Era perto das 17 horas, isso de fim de tarde, e a única coisa a fazer até o pôr do sol era matar tempo. E matar tempo, quando se está nas ruas, sugere-nos os primórdios da humanidade. Ou seja, em lugar do bucólico banco de jardim, escolha prosaica de poucas décadas passadas, busquei a luminosa e colorida caverna das lojas sofisticadas – um xópin na Rua 9, no setor Oeste. Tomei café (caro demais para o tamanho da xícara), apreciei capas de livros, ouvi dos vendedores a linguagem das feiras-livres (vendedores de livros não entendem de livros – muito menos da linguagem esperada num ambiente de livraria).
Andei à toa, porque tinha de esperar o fim da tarde. Ocorreu-me comprar pães, que naquele empório são de ótima qualidade. Chamou-me a atenção uma linda menina em seus dez anos, devidamente assistida pela avó, que determinava à mãe da pequena (e filha dela, a avó):
– Dê-lhe cinco reais, ela quer sorvete.
Afastei-me – o assunto não era da minha conta, e não é de bom-tom ouvir conversas alheias. Porém, nos minutos seguintes passávamos pela caixa – atrás de mim, a mãe contestava:
-– Não vai tomar sorvete, isso não é bom.
E a avó:
– Ora, ela quer! E se ela quer, que mal há nisso? Você, nessa idade, tomava vários por dia.
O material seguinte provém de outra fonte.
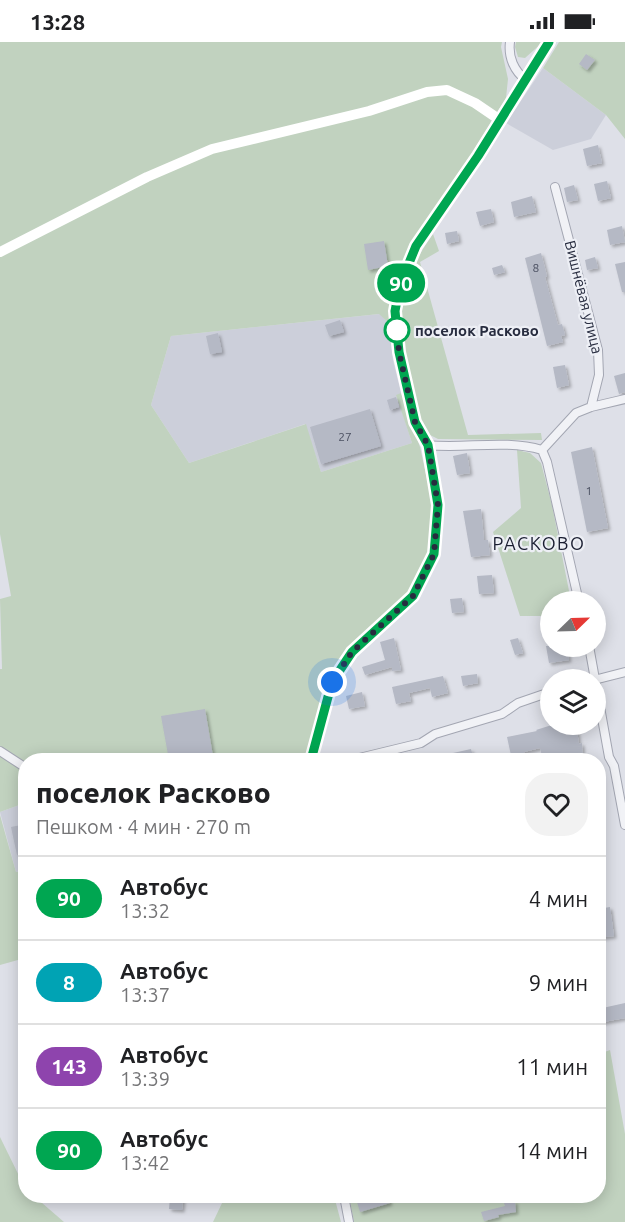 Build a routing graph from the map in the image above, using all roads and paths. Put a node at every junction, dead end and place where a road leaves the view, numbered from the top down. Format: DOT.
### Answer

E comia dois big-mac de uma vez!
– Mas eu sofri muito, não lembra? Sofri muito para emagrecer – justificava a mãe da menina.
– Mas venceu, – tentava finalizar a avó, em defesa da neta – pois está aí muito bonita e magra!
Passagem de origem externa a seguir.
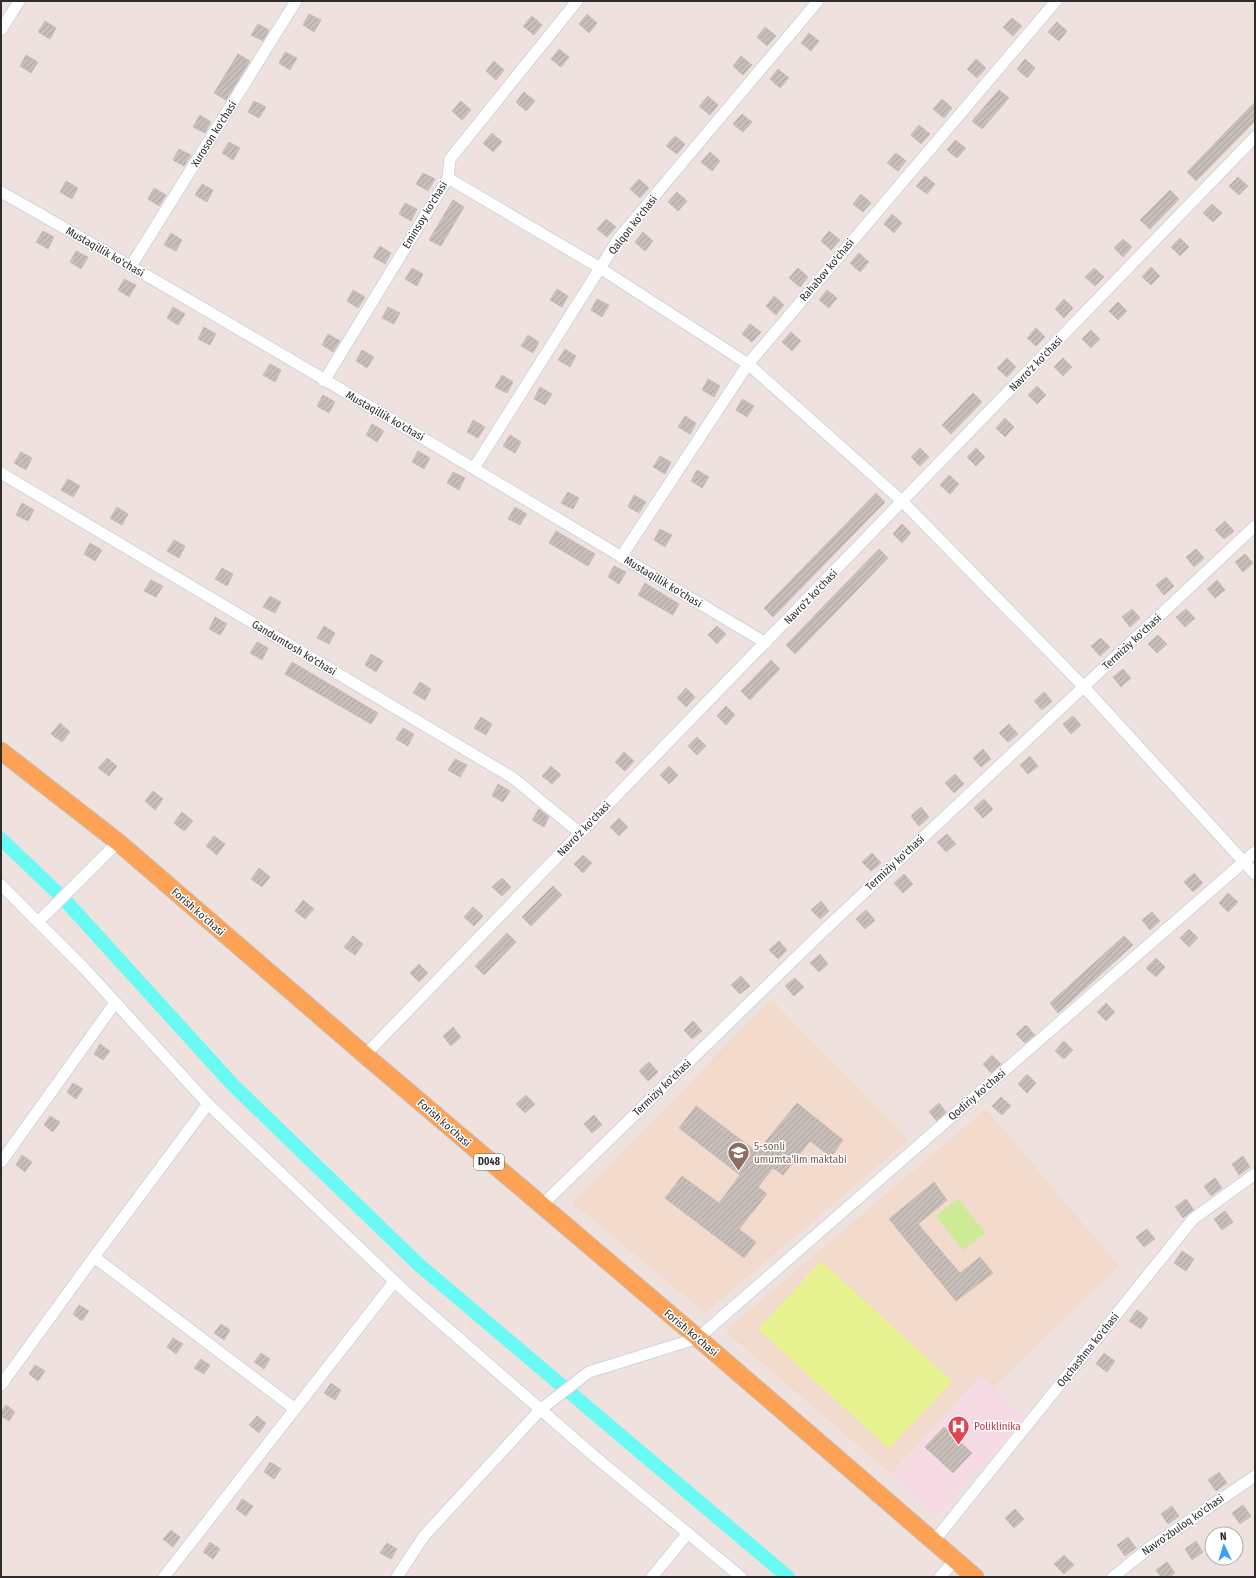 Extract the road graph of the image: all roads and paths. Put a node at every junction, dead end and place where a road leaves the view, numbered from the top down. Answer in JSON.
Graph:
{"nodes":[{"id":1,"x":19,"y":1,"type":"edge"},
{"id":2,"x":296,"y":1,"type":"edge"},
{"id":3,"x":578,"y":1,"type":"edge"},
{"id":4,"x":818,"y":1,"type":"edge"},
{"id":5,"x":1056,"y":1,"type":"edge"},
{"id":6,"x":1,"y":30,"type":"edge"},
{"id":7,"x":1255,"y":138,"type":"edge"},
{"id":8,"x":448,"y":178,"type":"junction"},
{"id":9,"x":1,"y":192,"type":"edge"},
{"id":10,"x":131,"y":266,"type":"junction"},
{"id":11,"x":600,"y":268,"type":"junction"},
{"id":12,"x":748,"y":364,"type":"junction"},
{"id":13,"x":324,"y":380,"type":"junction"},
{"id":14,"x":474,"y":468,"type":"junction"},
{"id":15,"x":1,"y":473,"type":"edge"},
{"id":16,"x":902,"y":502,"type":"junction"},
{"id":17,"x":1255,"y":526,"type":"edge"},
{"id":18,"x":621,"y":557,"type":"junction"},
{"id":19,"x":766,"y":643,"type":"junction"},
{"id":20,"x":1084,"y":687,"type":"junction"},
{"id":21,"x":1,"y":751,"type":"edge"},
{"id":22,"x":580,"y":833,"type":"junction"},
{"id":23,"x":118,"y":842,"type":"junction"},
{"id":24,"x":1255,"y":852,"type":"edge"},
{"id":25,"x":1244,"y":861,"type":"junction"},
{"id":26,"x":1255,"y":874,"type":"edge"},
{"id":27,"x":1,"y":885,"type":"edge"},
{"id":28,"x":38,"y":922,"type":"junction"},
{"id":29,"x":115,"y":1003,"type":"junction"},
{"id":30,"x":365,"y":1055,"type":"junction"},
{"id":31,"x":208,"y":1104,"type":"junction"},
{"id":32,"x":1,"y":1162,"type":"edge"},
{"id":33,"x":1255,"y":1174,"type":"edge"},
{"id":34,"x":541,"y":1206,"type":"junction"},
{"id":35,"x":94,"y":1256,"type":"junction"},
{"id":36,"x":394,"y":1282,"type":"junction"},
{"id":37,"x":698,"y":1338,"type":"junction"},
{"id":38,"x":1,"y":1385,"type":"edge"},
{"id":39,"x":295,"y":1409,"type":"junction"},
{"id":40,"x":541,"y":1410,"type":"junction"},
{"id":41,"x":1255,"y":1476,"type":"edge"},
{"id":42,"x":688,"y":1533,"type":"junction"},
{"id":43,"x":934,"y":1541,"type":"junction"},
{"id":44,"x":955,"y":1560,"type":"junction"},
{"id":45,"x":164,"y":1577,"type":"edge"},
{"id":46,"x":396,"y":1577,"type":"edge"},
{"id":47,"x":652,"y":1577,"type":"edge"},
{"id":48,"x":741,"y":1577,"type":"edge"},
{"id":49,"x":940,"y":1577,"type":"edge"},
{"id":50,"x":975,"y":1577,"type":"edge"},
{"id":51,"x":1113,"y":1577,"type":"edge"}],
"edges":[{"from":1,"to":6,"type":"street"},
{"from":2,"to":10,"type":"street","name":"Xuroson ko'chasi"},
{"from":3,"to":8,"type":"street","name":"Eminsoy ko'chasi"},
{"from":4,"to":11,"type":"street","name":"Qalqon ko'chasi"},
{"from":5,"to":12,"type":"street","name":"Rahabov ko'chasi"},
{"from":7,"to":16,"type":"street","name":"Navro'z ko'chasi"},
{"from":8,"to":11,"type":"street"},
{"from":8,"to":13,"type":"street","name":"Eminsoy ko'chasi"},
{"from":9,"to":10,"type":"street","name":"Mustaqillik ko'chasi"},
{"from":10,"to":13,"type":"street","name":"Mustaqillik ko'chasi"},
{"from":11,"to":12,"type":"street"},
{"from":11,"to":14,"type":"street","name":"Qalqon ko'chasi"},
{"from":12,"to":16,"type":"street"},
{"from":12,"to":18,"type":"street","name":"Rahabov ko'chasi"},
{"from":13,"to":14,"type":"street","name":"Mustaqillik ko'chasi"},
{"from":14,"to":18,"type":"street","name":"Mustaqillik ko'chasi"},
{"from":15,"to":22,"type":"street","name":"Gandumtosh ko'chasi"},
{"from":16,"to":19,"type":"street","name":"Navro'z ko'chasi"},
{"from":16,"to":20,"type":"street"},
{"from":17,"to":20,"type":"street","name":"Termiziy ko'chasi"},
{"from":18,"to":19,"type":"street","name":"Mustaqillik ko'chasi"},
{"from":19,"to":22,"type":"street","name":"Navro'z ko'chasi"},
{"from":20,"to":25,"type":"street"},
{"from":20,"to":34,"type":"street","name":"Termiziy ko'chasi"},
{"from":21,"to":23,"type":"main road","name":"Forish ko'chasi","number":"D048"},
{"from":22,"to":30,"type":"street","name":"Navro'z ko'chasi"},
{"from":23,"to":28,"type":"street"},
{"from":23,"to":30,"type":"main road","name":"Forish ko'chasi","number":"D048"},
{"from":24,"to":25,"type":"street","name":"Qodiriy ko'chasi"},
{"from":25,"to":26,"type":"street"},
{"from":25,"to":37,"type":"street","name":"Qodiriy ko'chasi"},
{"from":27,"to":28,"type":"street"},
{"from":28,"to":29,"type":"street"},
{"from":29,"to":31,"type":"street"},
{"from":29,"to":32,"type":"street"},
{"from":30,"to":34,"type":"main road","name":"Forish ko'chasi","number":"D048"},
{"from":31,"to":35,"type":"street"},
{"from":31,"to":36,"type":"street"},
{"from":33,"to":43,"type":"street","name":"Oqchashma ko'chasi"},
{"from":34,"to":37,"type":"main road","name":"Forish ko'chasi","number":"D048"},
{"from":35,"to":38,"type":"street"},
{"from":35,"to":39,"type":"street"},
{"from":36,"to":39,"type":"street"},
{"from":36,"to":40,"type":"street"},
{"from":37,"to":40,"type":"street"},
{"from":37,"to":43,"type":"main road","name":"Forish ko'chasi","number":"D048"},
{"from":39,"to":45,"type":"street"},
{"from":40,"to":42,"type":"street"},
{"from":40,"to":46,"type":"street"},
{"from":41,"to":51,"type":"street","name":"Navro'zbuloq ko'chasi"},
{"from":42,"to":47,"type":"street"},
{"from":42,"to":48,"type":"street"},
{"from":43,"to":44,"type":"main road","name":"Forish ko'chasi","number":"D048"},
{"from":44,"to":49,"type":"street"},
{"from":44,"to":50,"type":"main road","name":"Forish ko'chasi","number":"D048"}]}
Como se vê, não pude evitar... E não me limitei a ouvir. Dei logo um palpite, dirigindo-me à filha-mãe:
– Muito bem, você é mãe e lhe compete educar. Mas a avó, não, avó e avô existem para deseducar.
A vovó ficou feliz:
– Isso mesmo! Eu quero que minha neta não passe vontade, vamos lhe dar o sorvete!
A mãe, a essa altura, quase se dava por vencida, mas não ocultava o desagrado. Foi então que me senti intrometido e inconveniente, mas o riso era incontido e, parece-me, isso deixou a mãe mais aborrecida. Já não lhe bastava sentir-se mortadela de sanduíche, entre a própria mãe a e menina filha, aparecia este velho a se meter na questão.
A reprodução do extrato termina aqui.